**Task directions:**
List each line of the data in which the string "Kyläkuja" appears.

**Data to use:**

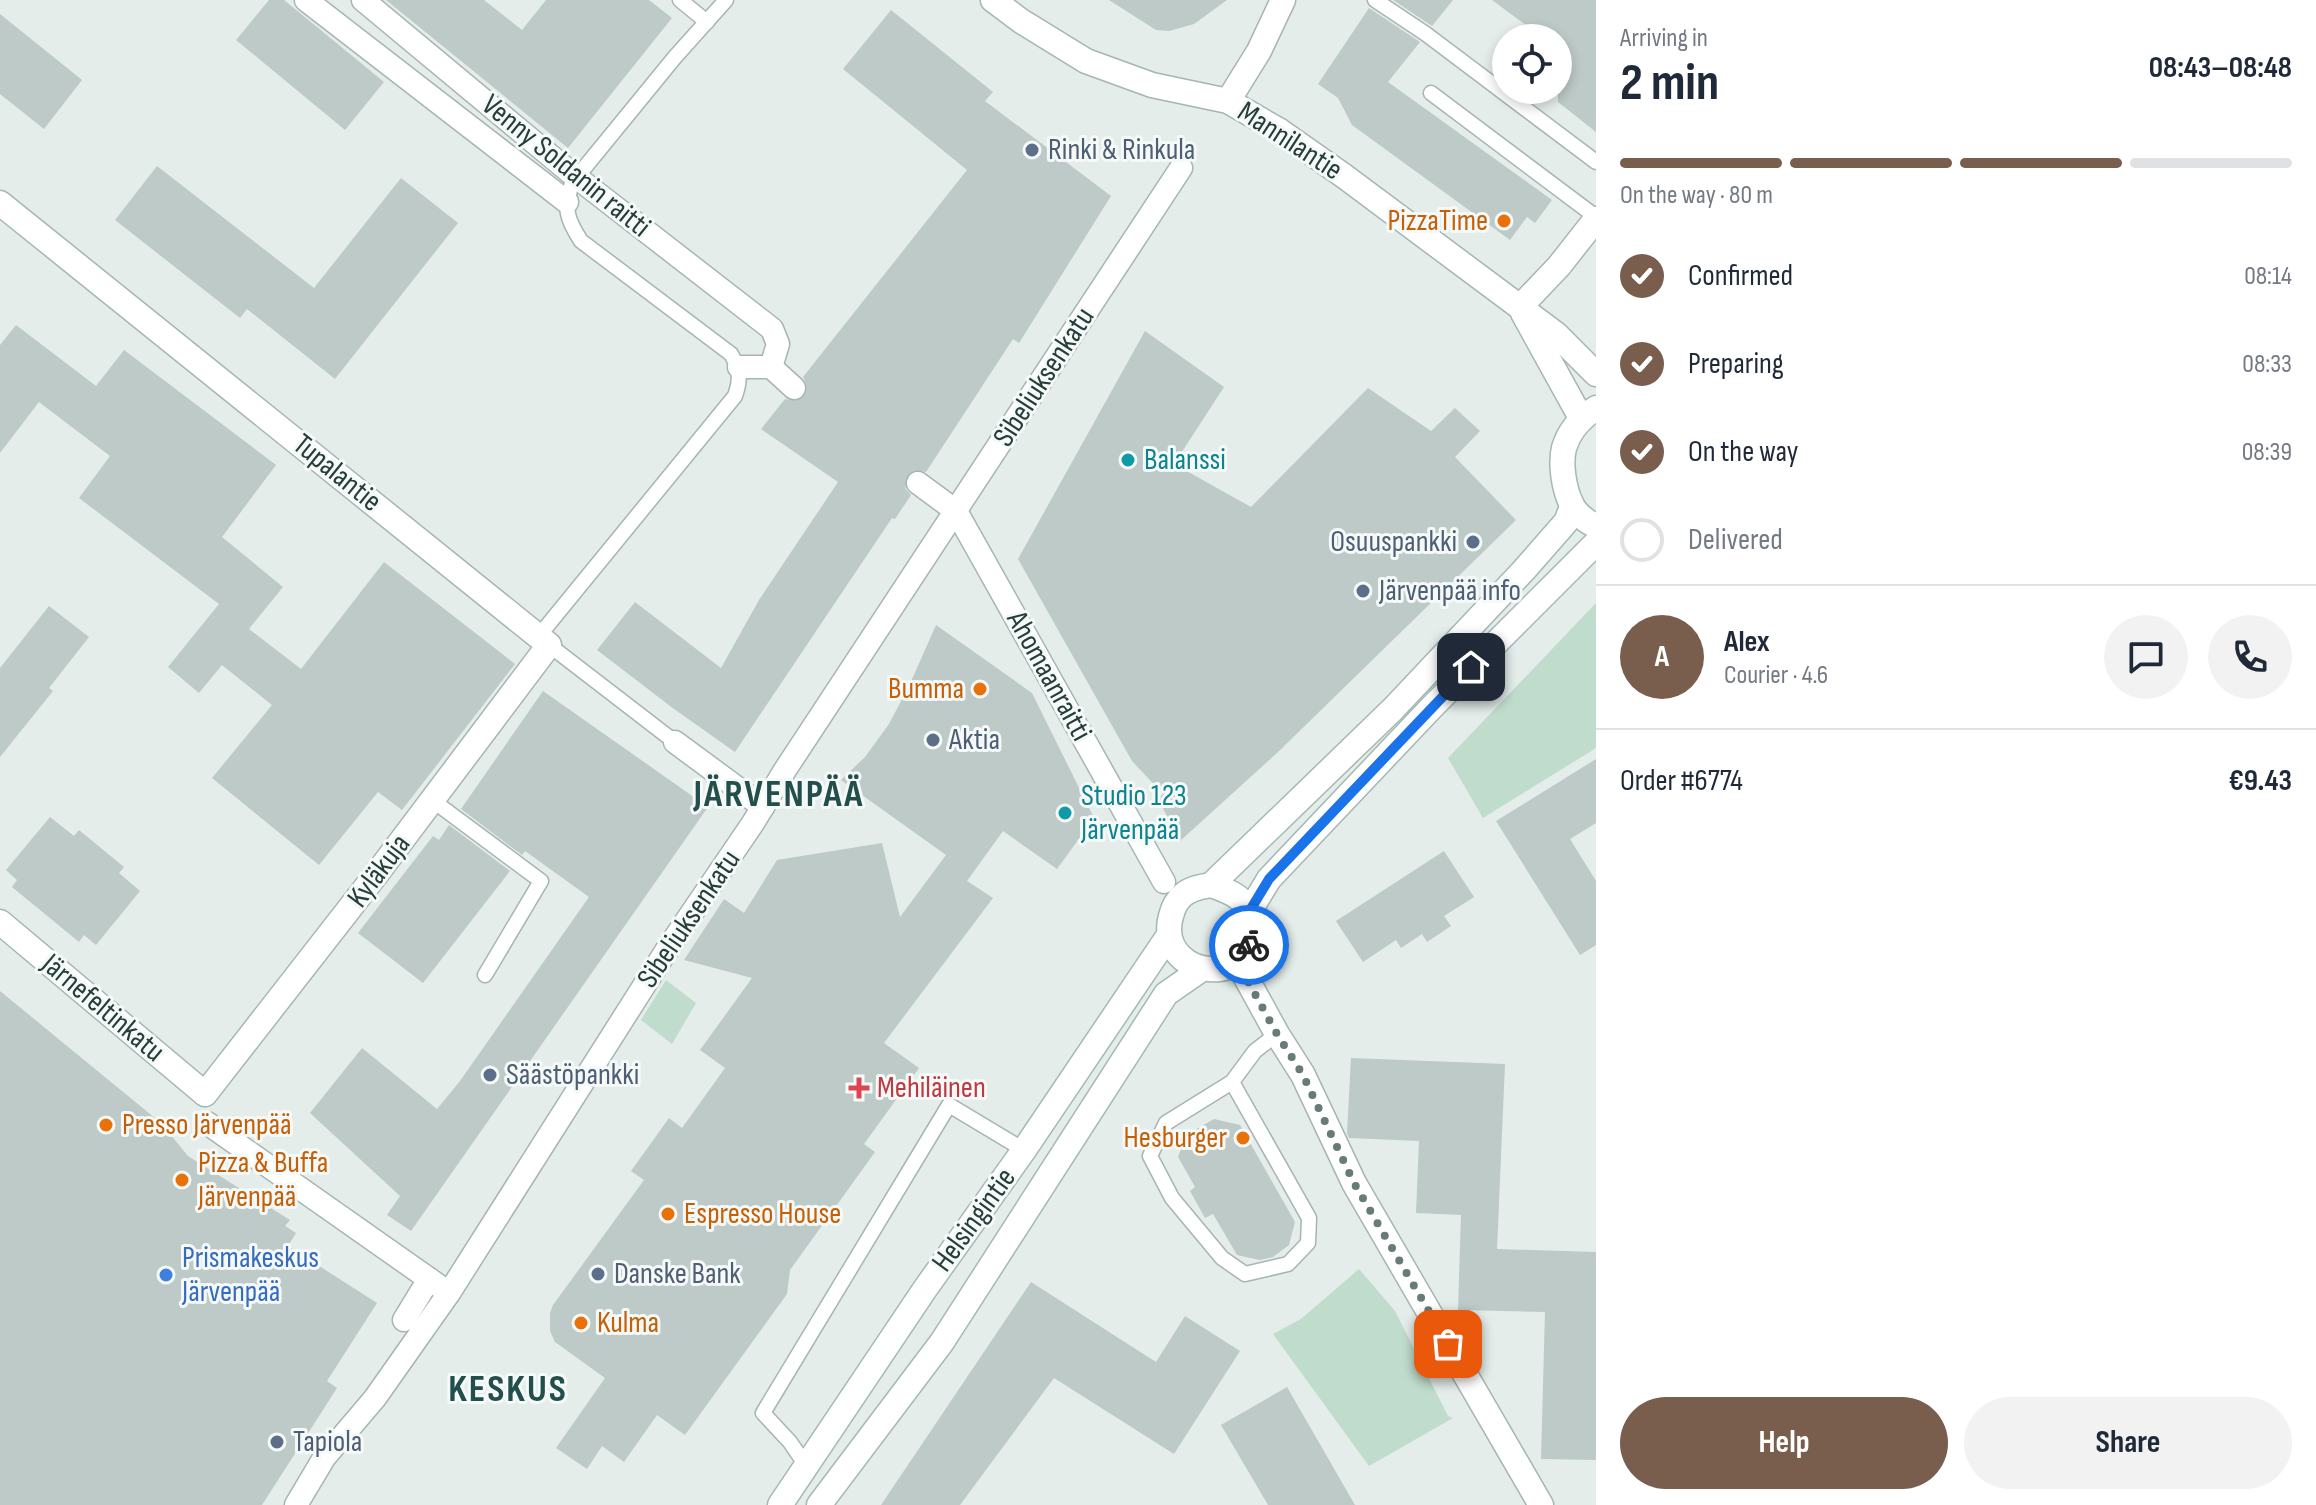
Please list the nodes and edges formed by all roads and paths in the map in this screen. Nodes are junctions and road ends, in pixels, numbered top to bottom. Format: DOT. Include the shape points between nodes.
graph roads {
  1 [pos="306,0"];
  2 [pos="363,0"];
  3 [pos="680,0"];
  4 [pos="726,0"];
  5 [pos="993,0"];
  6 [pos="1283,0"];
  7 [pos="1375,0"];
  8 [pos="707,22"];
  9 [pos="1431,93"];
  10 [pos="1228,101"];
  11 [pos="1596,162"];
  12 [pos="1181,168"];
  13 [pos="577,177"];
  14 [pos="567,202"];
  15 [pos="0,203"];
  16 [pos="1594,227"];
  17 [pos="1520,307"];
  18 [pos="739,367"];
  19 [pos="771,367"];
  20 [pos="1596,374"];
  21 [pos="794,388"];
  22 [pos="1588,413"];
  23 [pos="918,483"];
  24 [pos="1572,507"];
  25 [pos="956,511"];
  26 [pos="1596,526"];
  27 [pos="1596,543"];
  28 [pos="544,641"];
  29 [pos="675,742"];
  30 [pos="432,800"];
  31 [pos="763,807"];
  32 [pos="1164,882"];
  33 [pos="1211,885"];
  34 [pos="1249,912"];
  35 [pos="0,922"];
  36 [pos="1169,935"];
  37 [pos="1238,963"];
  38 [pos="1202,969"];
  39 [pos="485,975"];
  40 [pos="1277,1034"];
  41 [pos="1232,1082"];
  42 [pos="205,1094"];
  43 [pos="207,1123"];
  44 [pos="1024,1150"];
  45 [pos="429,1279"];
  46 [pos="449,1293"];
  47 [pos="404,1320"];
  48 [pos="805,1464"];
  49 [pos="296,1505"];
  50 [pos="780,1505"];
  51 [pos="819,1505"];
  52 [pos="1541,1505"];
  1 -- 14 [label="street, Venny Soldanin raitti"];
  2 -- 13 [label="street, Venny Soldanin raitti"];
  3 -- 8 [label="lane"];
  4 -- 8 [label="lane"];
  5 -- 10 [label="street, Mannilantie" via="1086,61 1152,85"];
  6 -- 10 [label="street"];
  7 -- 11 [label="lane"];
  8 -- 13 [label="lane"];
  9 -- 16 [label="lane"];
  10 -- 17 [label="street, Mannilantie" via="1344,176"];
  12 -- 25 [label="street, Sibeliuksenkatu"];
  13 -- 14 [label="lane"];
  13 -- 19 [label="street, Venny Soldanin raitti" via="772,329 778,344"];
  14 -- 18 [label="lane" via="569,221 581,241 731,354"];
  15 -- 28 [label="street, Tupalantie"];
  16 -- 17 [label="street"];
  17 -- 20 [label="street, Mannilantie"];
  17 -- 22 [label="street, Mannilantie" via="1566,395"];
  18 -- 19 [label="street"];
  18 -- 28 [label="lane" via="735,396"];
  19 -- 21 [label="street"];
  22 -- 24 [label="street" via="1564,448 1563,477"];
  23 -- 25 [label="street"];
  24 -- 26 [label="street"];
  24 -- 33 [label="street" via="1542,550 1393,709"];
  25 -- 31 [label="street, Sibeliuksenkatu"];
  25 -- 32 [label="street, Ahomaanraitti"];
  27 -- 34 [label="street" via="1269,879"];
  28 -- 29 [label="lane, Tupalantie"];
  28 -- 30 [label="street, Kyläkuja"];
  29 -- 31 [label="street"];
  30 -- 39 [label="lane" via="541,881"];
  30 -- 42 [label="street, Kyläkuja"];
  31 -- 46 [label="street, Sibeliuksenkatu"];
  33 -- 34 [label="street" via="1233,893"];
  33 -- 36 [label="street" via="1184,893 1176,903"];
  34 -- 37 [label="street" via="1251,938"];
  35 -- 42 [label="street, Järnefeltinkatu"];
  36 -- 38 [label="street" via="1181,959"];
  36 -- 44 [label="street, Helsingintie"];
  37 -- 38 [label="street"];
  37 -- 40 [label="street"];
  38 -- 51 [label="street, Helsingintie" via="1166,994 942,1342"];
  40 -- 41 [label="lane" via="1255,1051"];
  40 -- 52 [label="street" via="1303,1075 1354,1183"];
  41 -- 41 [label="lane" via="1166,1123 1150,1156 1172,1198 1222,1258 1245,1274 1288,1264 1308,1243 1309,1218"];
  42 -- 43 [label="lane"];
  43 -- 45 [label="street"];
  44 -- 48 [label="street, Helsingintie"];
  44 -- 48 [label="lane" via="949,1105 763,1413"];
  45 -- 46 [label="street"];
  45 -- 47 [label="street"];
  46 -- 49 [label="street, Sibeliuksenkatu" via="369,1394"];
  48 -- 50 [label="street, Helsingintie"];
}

**Written answer:**
  28 -- 30 [label="street, Kyläkuja"];
  30 -- 42 [label="street, Kyläkuja"];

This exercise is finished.